Please set down word for word every line from the one holding "ring mcp: (265, 260)" to the end of the data below, both included.

▶ [Source material]
<<<<
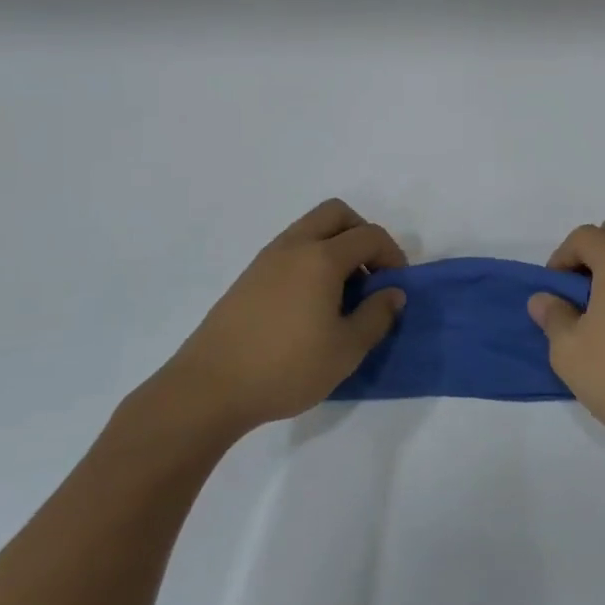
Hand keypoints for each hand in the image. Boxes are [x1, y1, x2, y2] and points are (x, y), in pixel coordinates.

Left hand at [145, 199, 406, 444]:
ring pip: (309, 229)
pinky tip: (311, 304)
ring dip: (335, 246)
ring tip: (342, 292)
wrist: (209, 390)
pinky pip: (290, 250)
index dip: (393, 255)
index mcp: (321, 259)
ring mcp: (265, 260)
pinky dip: (311, 260)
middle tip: (371, 273)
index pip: (369, 236)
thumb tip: (392, 293)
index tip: (396, 286)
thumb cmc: (286, 368)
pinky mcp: (247, 279)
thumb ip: (376, 316)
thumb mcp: (346, 350)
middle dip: (362, 234)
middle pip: (336, 214)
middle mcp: (293, 247)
>>>>
▶ [Solution to the problem]
ring mcp: (265, 260)
pinky dip: (311, 260)
middle tip: (371, 273)
index pip: (369, 236)
thumb tip: (392, 293)
index tip: (396, 286)
thumb cmc: (286, 368)
pinky mcp: (247, 279)
thumb ip: (376, 316)
thumb mcp: (346, 350)
middle dip: (362, 234)
middle pip: (336, 214)
middle mcp: (293, 247)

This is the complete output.